British Columbia·Video

$24K bronze sculpture stolen from outside Vancouver gallery

A thief has made off with a 160-kilogram, $24,000 bronze statue that was on display outside the doorway of a Granville Street art gallery.

Security video shows a man wheeling 160-kg work of art away from Petley Jones Gallery on a dolly

A thief made off with a 400-pound (160-kilogram) bronze statue that was outside the front doors of the Petley Jones Gallery on Granville Street. (Petley Jones Gallery)

A thief has made off with a 160-kilogram, $24,000 bronze statue that was on display outside the doorway of a Granville Street art gallery.

Security video captured a white man wheeling a dolly to the front steps of Petley Jones Gallery at 5:23 a.m. Monday.

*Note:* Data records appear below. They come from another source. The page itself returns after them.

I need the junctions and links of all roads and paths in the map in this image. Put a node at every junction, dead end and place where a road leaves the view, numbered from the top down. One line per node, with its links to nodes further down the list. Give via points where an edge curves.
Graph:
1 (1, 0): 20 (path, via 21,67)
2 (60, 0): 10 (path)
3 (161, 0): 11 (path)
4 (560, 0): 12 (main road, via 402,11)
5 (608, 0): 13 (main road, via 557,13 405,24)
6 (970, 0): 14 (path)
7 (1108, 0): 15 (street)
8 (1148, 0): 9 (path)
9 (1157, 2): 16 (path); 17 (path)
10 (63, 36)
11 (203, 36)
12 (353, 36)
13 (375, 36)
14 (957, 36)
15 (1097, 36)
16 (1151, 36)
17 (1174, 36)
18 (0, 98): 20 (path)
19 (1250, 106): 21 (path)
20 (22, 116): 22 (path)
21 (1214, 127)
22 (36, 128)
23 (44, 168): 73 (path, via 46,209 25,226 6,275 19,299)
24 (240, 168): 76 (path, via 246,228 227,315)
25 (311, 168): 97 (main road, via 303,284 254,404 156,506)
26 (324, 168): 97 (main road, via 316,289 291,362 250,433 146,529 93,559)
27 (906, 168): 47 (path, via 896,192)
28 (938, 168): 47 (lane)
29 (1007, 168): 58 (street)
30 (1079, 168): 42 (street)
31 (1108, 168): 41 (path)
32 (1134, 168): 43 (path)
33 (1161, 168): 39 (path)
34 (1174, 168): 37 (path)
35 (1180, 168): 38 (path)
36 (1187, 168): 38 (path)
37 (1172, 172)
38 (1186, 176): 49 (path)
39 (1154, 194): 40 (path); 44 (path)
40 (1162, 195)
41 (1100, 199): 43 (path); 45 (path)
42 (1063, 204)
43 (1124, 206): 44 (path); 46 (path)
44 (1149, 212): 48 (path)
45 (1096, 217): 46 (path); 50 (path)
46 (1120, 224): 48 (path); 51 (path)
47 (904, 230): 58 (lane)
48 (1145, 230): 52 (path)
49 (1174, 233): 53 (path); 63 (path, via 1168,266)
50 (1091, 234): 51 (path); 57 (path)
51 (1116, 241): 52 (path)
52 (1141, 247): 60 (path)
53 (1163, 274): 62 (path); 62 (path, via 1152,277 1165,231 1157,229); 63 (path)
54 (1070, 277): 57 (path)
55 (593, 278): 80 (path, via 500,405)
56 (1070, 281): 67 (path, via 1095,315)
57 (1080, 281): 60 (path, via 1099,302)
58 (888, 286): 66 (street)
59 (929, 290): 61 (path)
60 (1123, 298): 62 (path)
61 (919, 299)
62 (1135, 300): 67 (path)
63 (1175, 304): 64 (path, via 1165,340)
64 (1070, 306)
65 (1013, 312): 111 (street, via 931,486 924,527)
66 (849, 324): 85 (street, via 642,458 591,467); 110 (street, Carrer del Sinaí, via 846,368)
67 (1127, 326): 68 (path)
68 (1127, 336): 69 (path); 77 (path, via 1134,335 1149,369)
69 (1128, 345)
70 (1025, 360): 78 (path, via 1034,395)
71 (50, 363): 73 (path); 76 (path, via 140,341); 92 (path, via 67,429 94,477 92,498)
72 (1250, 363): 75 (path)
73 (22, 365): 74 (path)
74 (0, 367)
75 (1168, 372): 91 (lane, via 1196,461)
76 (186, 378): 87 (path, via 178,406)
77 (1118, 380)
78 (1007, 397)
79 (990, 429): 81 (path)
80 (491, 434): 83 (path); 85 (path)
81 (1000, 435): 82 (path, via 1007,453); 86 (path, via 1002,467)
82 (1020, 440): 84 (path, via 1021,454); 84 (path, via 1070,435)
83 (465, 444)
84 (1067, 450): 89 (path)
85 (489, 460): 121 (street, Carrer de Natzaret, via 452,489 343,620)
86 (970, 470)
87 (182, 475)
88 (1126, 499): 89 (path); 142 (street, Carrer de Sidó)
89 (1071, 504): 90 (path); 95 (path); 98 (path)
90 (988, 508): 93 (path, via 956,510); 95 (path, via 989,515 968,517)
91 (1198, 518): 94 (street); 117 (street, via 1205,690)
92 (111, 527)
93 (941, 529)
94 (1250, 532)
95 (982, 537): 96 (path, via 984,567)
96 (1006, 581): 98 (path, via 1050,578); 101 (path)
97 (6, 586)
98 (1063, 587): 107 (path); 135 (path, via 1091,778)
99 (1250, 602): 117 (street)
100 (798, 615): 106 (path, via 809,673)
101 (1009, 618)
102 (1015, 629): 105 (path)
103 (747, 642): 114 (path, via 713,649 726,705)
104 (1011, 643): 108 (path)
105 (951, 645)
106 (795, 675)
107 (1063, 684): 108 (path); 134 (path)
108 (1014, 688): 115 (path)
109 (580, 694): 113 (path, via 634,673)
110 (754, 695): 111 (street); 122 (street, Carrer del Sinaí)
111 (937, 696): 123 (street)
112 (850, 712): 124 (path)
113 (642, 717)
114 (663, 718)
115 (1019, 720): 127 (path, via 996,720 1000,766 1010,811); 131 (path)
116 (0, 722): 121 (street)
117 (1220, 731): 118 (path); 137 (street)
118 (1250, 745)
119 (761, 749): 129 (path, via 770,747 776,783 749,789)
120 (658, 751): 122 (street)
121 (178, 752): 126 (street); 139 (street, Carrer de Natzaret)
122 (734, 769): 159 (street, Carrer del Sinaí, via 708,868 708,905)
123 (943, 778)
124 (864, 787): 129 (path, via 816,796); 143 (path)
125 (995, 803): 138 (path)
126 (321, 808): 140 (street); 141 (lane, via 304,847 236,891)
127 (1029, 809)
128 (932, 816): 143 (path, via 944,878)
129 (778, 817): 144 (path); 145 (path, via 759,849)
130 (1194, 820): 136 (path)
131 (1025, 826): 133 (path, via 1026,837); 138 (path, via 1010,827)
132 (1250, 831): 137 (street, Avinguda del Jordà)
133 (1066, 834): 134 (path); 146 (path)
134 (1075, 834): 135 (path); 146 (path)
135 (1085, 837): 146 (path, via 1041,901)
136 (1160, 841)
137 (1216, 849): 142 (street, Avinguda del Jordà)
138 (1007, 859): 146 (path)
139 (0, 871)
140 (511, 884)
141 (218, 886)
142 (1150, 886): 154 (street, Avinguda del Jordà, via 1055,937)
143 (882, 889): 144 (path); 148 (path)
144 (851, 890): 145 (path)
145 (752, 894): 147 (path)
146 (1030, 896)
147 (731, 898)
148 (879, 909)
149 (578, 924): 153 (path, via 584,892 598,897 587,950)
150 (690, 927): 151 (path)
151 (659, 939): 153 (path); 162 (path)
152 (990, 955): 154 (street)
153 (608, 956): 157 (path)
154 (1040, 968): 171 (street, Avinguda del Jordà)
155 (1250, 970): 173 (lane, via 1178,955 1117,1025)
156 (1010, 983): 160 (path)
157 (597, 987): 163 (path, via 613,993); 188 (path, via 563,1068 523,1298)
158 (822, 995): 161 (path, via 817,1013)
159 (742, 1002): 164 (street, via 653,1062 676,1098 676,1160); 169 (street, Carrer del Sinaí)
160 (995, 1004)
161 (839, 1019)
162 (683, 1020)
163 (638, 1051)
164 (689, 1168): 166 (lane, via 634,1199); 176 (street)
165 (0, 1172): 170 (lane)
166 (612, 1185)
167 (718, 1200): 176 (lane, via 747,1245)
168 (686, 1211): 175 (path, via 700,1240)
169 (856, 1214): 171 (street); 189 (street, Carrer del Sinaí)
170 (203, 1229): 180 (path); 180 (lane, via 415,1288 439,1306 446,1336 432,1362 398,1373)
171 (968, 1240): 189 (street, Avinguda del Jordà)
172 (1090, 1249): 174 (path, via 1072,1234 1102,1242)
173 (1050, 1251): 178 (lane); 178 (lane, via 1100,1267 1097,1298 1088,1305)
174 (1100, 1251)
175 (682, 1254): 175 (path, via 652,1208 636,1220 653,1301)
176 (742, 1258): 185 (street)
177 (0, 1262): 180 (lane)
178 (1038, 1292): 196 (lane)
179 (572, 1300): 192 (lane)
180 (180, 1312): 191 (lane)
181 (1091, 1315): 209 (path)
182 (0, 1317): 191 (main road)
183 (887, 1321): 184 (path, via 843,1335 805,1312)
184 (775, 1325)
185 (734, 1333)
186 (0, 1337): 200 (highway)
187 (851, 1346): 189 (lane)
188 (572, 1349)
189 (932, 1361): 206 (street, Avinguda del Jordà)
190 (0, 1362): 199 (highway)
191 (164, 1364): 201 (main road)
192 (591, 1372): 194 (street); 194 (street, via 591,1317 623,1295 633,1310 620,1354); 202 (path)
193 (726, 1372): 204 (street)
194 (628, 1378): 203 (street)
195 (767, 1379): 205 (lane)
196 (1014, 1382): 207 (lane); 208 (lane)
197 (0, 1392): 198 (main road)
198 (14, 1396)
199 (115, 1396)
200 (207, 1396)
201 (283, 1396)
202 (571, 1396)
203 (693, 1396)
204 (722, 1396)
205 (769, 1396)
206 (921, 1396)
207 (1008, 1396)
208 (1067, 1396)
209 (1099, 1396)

In the footage, the man disappears from view for a few minutes, then reappears dragging the heavy, metre-tall piece of art down the stairs before loading it on a dolly and rolling it away south on Granville Street toward 7th Avenue.

A second camera catches him going along 7th Avenue. A third camera at the back of the gallery then shows him turning north down the lane before disappearing.

The entire crime took less than three minutes.

Security cameras capture a thief with a dolly removing a 160 kg work of art from the doorway of the Petley Jones Gallery on Granville Street. 1:25

"I'm really shocked," said gallery manager Vesna Zaric. "It's been there for almost two years, and we've never had a problem with anyone attempting anything. Even when we tried moving it inside, we weren't able to move it."

The work, entitled After Marino Marini by local artist Fahri Aldin, is of an abstract horse and rider. 

"[Aldin] is ... extremely well regarded. This is a unique piece, there will never be one like it again," said Zaric.

It's the latest in a recent rash of valuable art thefts from galleries in the area, but Zaric says there's no way to know if the cases are connected.

The bronze egg in the Salvador Dali sculpture Space Venus was stolen in downtown Vancouver in June 2019. (Submitted by Susanna Strem)

"All of those are original pieces. It's a horrific idea to think that someone might melt it down for something else," she said. 

Anyone with information is asked to contact the Petley Jones Gallery or police.